El mercante estaba ya muy cerca. Dennison veía su proa, alta como una colina, que avanzaba hacia el costado del queche como un hacha gigantesca. La velocidad del mercante pareció aumentar. Luego, la masa inmensa del barco pasó de largo, y el queche cabeceó con violencia, cuando la espumosa ola lo embistió.

El mercante se alejó, la ola levantada por la proa apartó al queche. A causa del rechazo el palo mayor de la embarcación dio contra el costado de hierro de la nave. El trinquete se hizo pedazos, pero el mástil resistió.

—¡Ah del mercante! —gritó James.

El buque se alejó dejando tras de sí un remolino de agua blanca y el olor de la nafta quemada. Pero ¿los había visto? ¿Regresaría?

Dennison aguzó la vista en la oscuridad. Se agarró al palo del foque, manteniéndose en equilibrio sobre el barco que oscilaba violentamente, y siguió con la mirada el mercante. Su popa era una constelación de luces blancas que se alejaban. Era evidente que no volvía atrás.

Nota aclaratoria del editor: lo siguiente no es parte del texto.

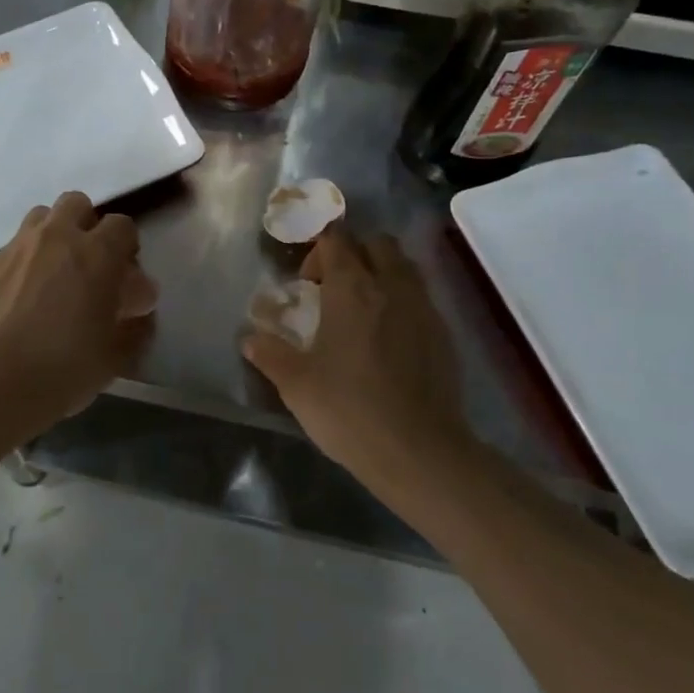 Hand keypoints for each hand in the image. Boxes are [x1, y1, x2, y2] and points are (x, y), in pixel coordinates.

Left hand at [0, 192, 157, 414]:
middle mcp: (56, 238)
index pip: (122, 225)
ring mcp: (15, 249)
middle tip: (86, 264)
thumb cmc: (69, 366)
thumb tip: (138, 308)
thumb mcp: (117, 352)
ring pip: (38, 219)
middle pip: (76, 203)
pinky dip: (17, 269)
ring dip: (50, 237)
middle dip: (85, 225)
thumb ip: (134, 323)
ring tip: (50, 274)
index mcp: (97, 254)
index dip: (125, 247)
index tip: (124, 275)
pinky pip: (6, 255)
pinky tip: (14, 302)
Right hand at [241, 228, 468, 493]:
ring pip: (404, 266)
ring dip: (381, 272)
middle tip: (333, 287)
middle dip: (354, 252)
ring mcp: (423, 308)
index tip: (305, 279)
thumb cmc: (349, 410)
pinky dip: (401, 300)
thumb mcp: (296, 384)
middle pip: (377, 243)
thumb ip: (271, 354)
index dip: (319, 248)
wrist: (420, 452)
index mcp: (351, 289)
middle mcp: (391, 286)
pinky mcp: (444, 334)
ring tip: (361, 308)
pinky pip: (421, 297)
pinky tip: (387, 337)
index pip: (337, 240)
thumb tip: (249, 338)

Quizás el capitán hubiera sido arrebatado de su agarradero bajo la proa.

No, no había tenido esta suerte. Dennison volvió a oír el arañazo seguido del golpe. Un arañazo, un golpe, un arañazo, un golpe: ¿qué podía hacer para que cesara?

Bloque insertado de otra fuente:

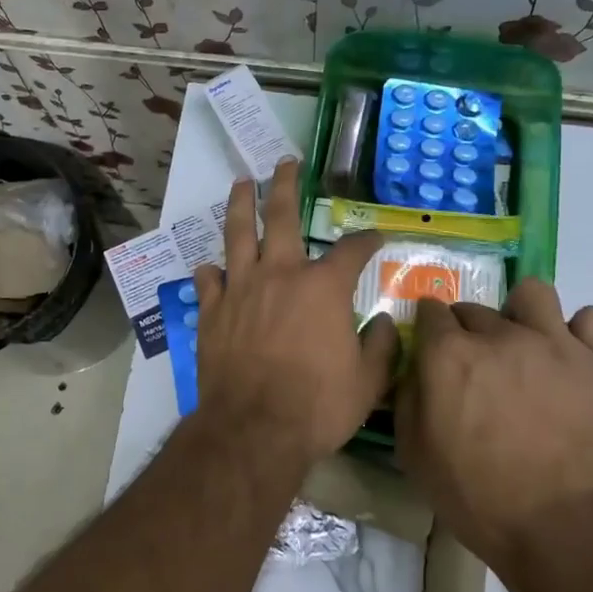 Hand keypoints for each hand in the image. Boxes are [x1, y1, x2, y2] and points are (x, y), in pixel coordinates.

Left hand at [192, 160, 398, 461]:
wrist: (253, 429)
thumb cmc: (317, 405)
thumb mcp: (368, 382)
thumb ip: (381, 347)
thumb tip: (383, 323)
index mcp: (322, 287)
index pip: (351, 250)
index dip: (367, 240)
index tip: (375, 236)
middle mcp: (280, 274)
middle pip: (281, 215)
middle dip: (286, 184)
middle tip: (286, 162)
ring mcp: (240, 288)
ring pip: (237, 233)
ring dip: (240, 204)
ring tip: (241, 183)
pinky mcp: (212, 310)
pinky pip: (208, 279)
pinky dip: (213, 271)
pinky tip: (213, 267)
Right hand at [396, 279, 592, 565]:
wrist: (563, 529)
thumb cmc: (478, 497)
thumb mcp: (414, 453)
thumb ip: (407, 397)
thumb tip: (415, 367)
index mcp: (449, 354)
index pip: (430, 311)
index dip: (429, 328)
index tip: (433, 348)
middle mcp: (498, 335)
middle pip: (475, 308)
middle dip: (469, 331)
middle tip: (478, 368)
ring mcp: (553, 343)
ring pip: (533, 293)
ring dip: (523, 314)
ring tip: (527, 346)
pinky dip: (582, 332)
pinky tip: (573, 357)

Luego, mientras miraba en dirección al mercante que se alejaba, vio que no era necesario hacer nada para liquidar al capitán. Nada. El problema iba a resolverse sin necesidad de su intervención. Vio claramente una aleta cortar el agua en dirección al queche. Mejor dicho, dos. Tiburones.

Sin duda habrían seguido al mercante, alimentándose de los desperdicios. Algunas veces los escualos son capaces de seguir a un barco durante semanas para comer los desechos. También solían ser hasta una docena, y comían todo lo que se echaba por la borda.

Pero aquellos dos tiburones habían abandonado el mercante. Habrían olfateado algo mejor que desperdicios. Habían percibido el olor del hombre en el agua. Dennison se apoyó en el palo del foque y esperó. ¿Qué intenciones tienen esos dos tiburones, capitán?